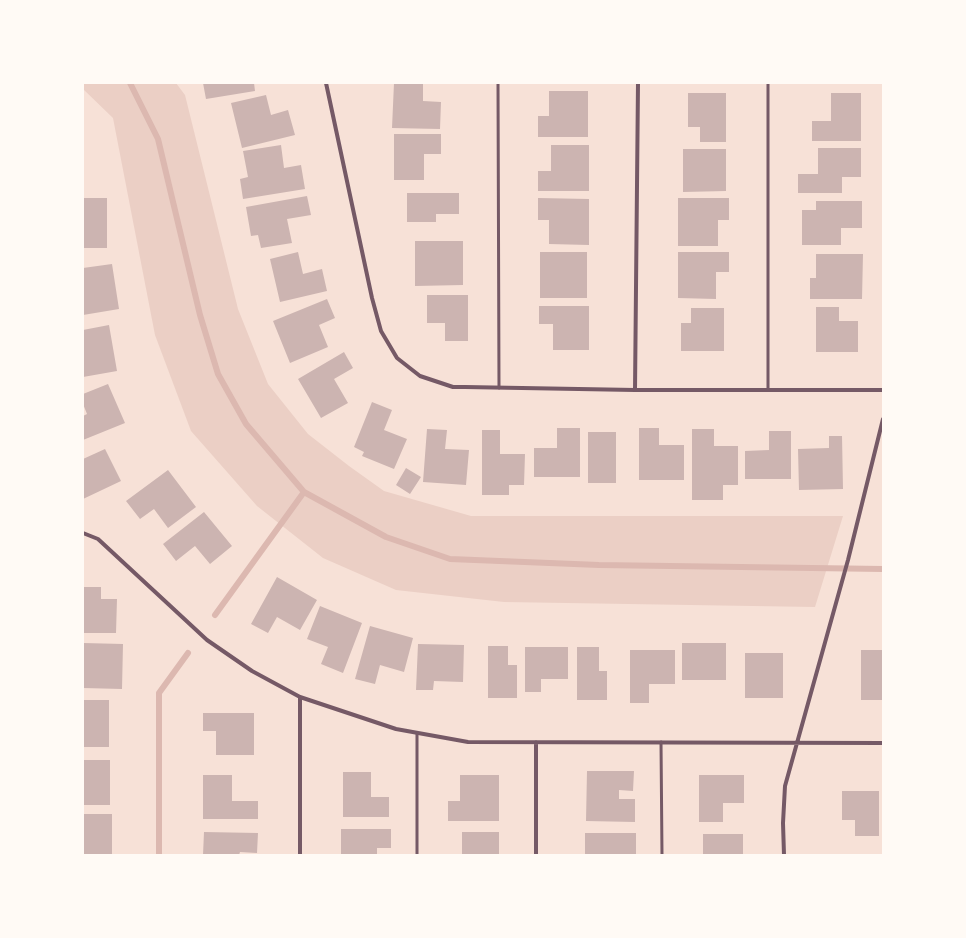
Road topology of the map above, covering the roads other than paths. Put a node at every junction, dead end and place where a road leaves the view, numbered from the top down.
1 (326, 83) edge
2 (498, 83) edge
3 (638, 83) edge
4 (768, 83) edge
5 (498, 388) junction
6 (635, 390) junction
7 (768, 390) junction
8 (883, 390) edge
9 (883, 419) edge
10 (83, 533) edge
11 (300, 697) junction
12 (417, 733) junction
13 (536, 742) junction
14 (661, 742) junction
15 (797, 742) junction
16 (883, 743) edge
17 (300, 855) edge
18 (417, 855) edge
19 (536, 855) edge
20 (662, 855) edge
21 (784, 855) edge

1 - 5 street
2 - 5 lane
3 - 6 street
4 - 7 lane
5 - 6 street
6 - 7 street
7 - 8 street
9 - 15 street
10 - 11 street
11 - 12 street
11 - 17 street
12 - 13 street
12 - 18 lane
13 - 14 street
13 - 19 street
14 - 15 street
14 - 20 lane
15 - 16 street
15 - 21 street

§ Assignment: Repeat the material exactly and drop each image.

§ Reply:
Road topology of the map above, covering the roads other than paths. Put a node at every junction, dead end and place where a road leaves the view, numbered from the top down.
1 (326, 83) edge
2 (498, 83) edge
3 (638, 83) edge
4 (768, 83) edge
5 (498, 388) junction
6 (635, 390) junction
7 (768, 390) junction
8 (883, 390) edge
9 (883, 419) edge
10 (83, 533) edge
11 (300, 697) junction
12 (417, 733) junction
13 (536, 742) junction
14 (661, 742) junction
15 (797, 742) junction
16 (883, 743) edge
17 (300, 855) edge
18 (417, 855) edge
19 (536, 855) edge
20 (662, 855) edge
21 (784, 855) edge

1 - 5 street
2 - 5 lane
3 - 6 street
4 - 7 lane
5 - 6 street
6 - 7 street
7 - 8 street
9 - 15 street
10 - 11 street
11 - 12 street
11 - 17 street
12 - 13 street
12 - 18 lane
13 - 14 street
13 - 19 street
14 - 15 street
14 - 20 lane
15 - 16 street
15 - 21 street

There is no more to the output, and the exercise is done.